**YOUR GOAL**
Transcribe the data. Leave out nothing.

____ RECORDS SHOWN

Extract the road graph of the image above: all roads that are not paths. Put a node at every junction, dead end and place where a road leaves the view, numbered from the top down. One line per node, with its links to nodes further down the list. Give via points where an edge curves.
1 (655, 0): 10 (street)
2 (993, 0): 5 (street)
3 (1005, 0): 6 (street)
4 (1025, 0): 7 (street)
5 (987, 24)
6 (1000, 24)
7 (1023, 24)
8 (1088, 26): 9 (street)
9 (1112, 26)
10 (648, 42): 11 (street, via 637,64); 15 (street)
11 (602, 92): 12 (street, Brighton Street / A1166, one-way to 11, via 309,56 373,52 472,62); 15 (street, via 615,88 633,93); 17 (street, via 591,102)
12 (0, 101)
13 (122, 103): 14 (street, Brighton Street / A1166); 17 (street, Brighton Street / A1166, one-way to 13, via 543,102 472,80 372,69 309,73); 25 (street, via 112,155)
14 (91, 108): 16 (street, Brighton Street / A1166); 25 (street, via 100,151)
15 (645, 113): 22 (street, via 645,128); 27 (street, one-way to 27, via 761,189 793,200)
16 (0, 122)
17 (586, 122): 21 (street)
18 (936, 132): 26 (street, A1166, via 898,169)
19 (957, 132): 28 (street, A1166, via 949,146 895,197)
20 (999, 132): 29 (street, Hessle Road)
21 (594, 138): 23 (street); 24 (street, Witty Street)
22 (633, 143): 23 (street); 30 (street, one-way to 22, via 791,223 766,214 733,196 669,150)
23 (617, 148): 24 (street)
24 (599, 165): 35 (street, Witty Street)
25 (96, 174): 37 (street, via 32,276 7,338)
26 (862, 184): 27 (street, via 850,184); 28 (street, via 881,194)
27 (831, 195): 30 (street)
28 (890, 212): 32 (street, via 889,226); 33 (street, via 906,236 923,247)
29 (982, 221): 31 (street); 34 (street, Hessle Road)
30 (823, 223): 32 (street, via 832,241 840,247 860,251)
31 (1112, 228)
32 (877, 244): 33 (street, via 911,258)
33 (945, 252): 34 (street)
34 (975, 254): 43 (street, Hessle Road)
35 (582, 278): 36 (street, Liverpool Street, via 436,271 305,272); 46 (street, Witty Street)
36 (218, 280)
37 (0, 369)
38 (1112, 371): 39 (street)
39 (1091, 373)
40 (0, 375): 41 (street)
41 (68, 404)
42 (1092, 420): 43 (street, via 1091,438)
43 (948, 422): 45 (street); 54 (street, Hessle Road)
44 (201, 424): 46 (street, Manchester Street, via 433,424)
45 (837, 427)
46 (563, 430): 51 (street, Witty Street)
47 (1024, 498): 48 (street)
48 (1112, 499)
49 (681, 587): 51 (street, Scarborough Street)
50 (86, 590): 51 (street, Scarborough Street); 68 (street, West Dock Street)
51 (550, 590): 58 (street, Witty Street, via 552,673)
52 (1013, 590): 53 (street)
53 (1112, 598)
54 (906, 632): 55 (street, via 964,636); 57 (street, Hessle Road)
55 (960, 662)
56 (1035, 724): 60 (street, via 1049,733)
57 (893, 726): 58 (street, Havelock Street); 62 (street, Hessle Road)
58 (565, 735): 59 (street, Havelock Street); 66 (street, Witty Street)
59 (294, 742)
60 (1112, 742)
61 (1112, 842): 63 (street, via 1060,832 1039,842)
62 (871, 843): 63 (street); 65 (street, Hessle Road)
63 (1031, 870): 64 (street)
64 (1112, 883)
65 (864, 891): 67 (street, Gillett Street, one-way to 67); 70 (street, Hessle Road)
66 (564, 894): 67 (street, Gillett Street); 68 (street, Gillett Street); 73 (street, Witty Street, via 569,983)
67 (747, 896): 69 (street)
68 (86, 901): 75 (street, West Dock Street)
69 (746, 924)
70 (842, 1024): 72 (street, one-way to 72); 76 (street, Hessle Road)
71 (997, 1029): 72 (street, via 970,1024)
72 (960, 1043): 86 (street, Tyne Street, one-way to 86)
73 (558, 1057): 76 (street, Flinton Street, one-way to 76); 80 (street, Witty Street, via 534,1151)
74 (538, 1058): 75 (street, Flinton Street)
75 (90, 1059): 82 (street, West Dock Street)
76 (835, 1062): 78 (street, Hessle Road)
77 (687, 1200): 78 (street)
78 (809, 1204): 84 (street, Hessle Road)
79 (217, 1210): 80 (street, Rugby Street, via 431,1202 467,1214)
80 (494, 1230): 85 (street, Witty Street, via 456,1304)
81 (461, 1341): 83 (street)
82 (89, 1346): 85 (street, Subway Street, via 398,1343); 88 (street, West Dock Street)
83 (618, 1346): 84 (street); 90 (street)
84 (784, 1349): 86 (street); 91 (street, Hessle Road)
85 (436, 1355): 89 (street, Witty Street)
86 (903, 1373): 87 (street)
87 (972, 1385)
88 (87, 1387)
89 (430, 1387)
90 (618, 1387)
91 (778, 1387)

________

**ANSWER TO THIS EXERCISE**
Extract the road graph of the image above: all roads that are not paths. Put a node at every junction, dead end and place where a road leaves the view, numbered from the top down. One line per node, with its links to nodes further down the list. Give via points where an edge curves.
1 (655, 0): 10 (street)
2 (993, 0): 5 (street)
3 (1005, 0): 6 (street)
4 (1025, 0): 7 (street)
5 (987, 24)
6 (1000, 24)
7 (1023, 24)
8 (1088, 26): 9 (street)
9 (1112, 26)
10 (648, 42): 11 (street, via 637,64); 15 (street)
11 (602, 92): 12 (street, Brighton Street / A1166, one-way to 11, via 309,56 373,52 472,62); 15 (street, via 615,88 633,93); 17 (street, via 591,102)
12 (0, 101)
13 (122, 103): 14 (street, Brighton Street / A1166); 17 (street, Brighton Street / A1166, one-way to 13, via 543,102 472,80 372,69 309,73); 25 (street, via 112,155)
14 (91, 108): 16 (street, Brighton Street / A1166); 25 (street, via 100,151)
15 (645, 113): 22 (street, via 645,128); 27 (street, one-way to 27, via 761,189 793,200)
16 (0, 122)
17 (586, 122): 21 (street)
18 (936, 132): 26 (street, A1166, via 898,169)
19 (957, 132): 28 (street, A1166, via 949,146 895,197)
20 (999, 132): 29 (street, Hessle Road)
21 (594, 138): 23 (street); 24 (street, Witty Street)
22 (633, 143): 23 (street); 30 (street, one-way to 22, via 791,223 766,214 733,196 669,150)
23 (617, 148): 24 (street)
24 (599, 165): 35 (street, Witty Street)
25 (96, 174): 37 (street, via 32,276 7,338)
26 (862, 184): 27 (street, via 850,184); 28 (street, via 881,194)
27 (831, 195): 30 (street)
28 (890, 212): 32 (street, via 889,226); 33 (street, via 906,236 923,247)
29 (982, 221): 31 (street); 34 (street, Hessle Road)
30 (823, 223): 32 (street, via 832,241 840,247 860,251)
31 (1112, 228)
32 (877, 244): 33 (street, via 911,258)
33 (945, 252): 34 (street)
34 (975, 254): 43 (street, Hessle Road)
35 (582, 278): 36 (street, Liverpool Street, via 436,271 305,272); 46 (street, Witty Street)
36 (218, 280)
37 (0, 369)
38 (1112, 371): 39 (street)
39 (1091, 373)
40 (0, 375): 41 (street)
41 (68, 404)
42 (1092, 420): 43 (street, via 1091,438)
43 (948, 422): 45 (street); 54 (street, Hessle Road)
44 (201, 424): 46 (street, Manchester Street, via 433,424)
45 (837, 427)
46 (563, 430): 51 (street, Witty Street)
47 (1024, 498): 48 (street)
48 (1112, 499)
49 (681, 587): 51 (street, Scarborough Street)
50 (86, 590): 51 (street, Scarborough Street); 68 (street, West Dock Street)
51 (550, 590): 58 (street, Witty Street, via 552,673)
52 (1013, 590): 53 (street)
53 (1112, 598)
54 (906, 632): 55 (street, via 964,636); 57 (street, Hessle Road)
55 (960, 662)
56 (1035, 724): 60 (street, via 1049,733)
57 (893, 726): 58 (street, Havelock Street); 62 (street, Hessle Road)
58 (565, 735): 59 (street, Havelock Street); 66 (street, Witty Street)
59 (294, 742)
60 (1112, 742)
61 (1112, 842): 63 (street, via 1060,832 1039,842)
62 (871, 843): 63 (street); 65 (street, Hessle Road)
63 (1031, 870): 64 (street)
64 (1112, 883)
65 (864, 891): 67 (street, Gillett Street, one-way to 67); 70 (street, Hessle Road)
66 (564, 894): 67 (street, Gillett Street); 68 (street, Gillett Street); 73 (street, Witty Street, via 569,983)
67 (747, 896): 69 (street)
68 (86, 901): 75 (street, West Dock Street)
69 (746, 924)
70 (842, 1024): 72 (street, one-way to 72); 76 (street, Hessle Road)
71 (997, 1029): 72 (street, via 970,1024)
72 (960, 1043): 86 (street, Tyne Street, one-way to 86)
73 (558, 1057): 76 (street, Flinton Street, one-way to 76); 80 (street, Witty Street, via 534,1151)
74 (538, 1058): 75 (street, Flinton Street)
75 (90, 1059): 82 (street, West Dock Street)
76 (835, 1062): 78 (street, Hessle Road)
77 (687, 1200): 78 (street)
78 (809, 1204): 84 (street, Hessle Road)
79 (217, 1210): 80 (street, Rugby Street, via 431,1202 467,1214)
80 (494, 1230): 85 (street, Witty Street, via 456,1304)
81 (461, 1341): 83 (street)
82 (89, 1346): 85 (street, Subway Street, via 398,1343); 88 (street, West Dock Street)
83 (618, 1346): 84 (street); 90 (street)
84 (784, 1349): 86 (street); 91 (street, Hessle Road)
85 (436, 1355): 89 (street, Witty Street)
86 (903, 1373): 87 (street)
87 (972, 1385)
88 (87, 1387)
89 (430, 1387)
90 (618, 1387)
91 (778, 1387)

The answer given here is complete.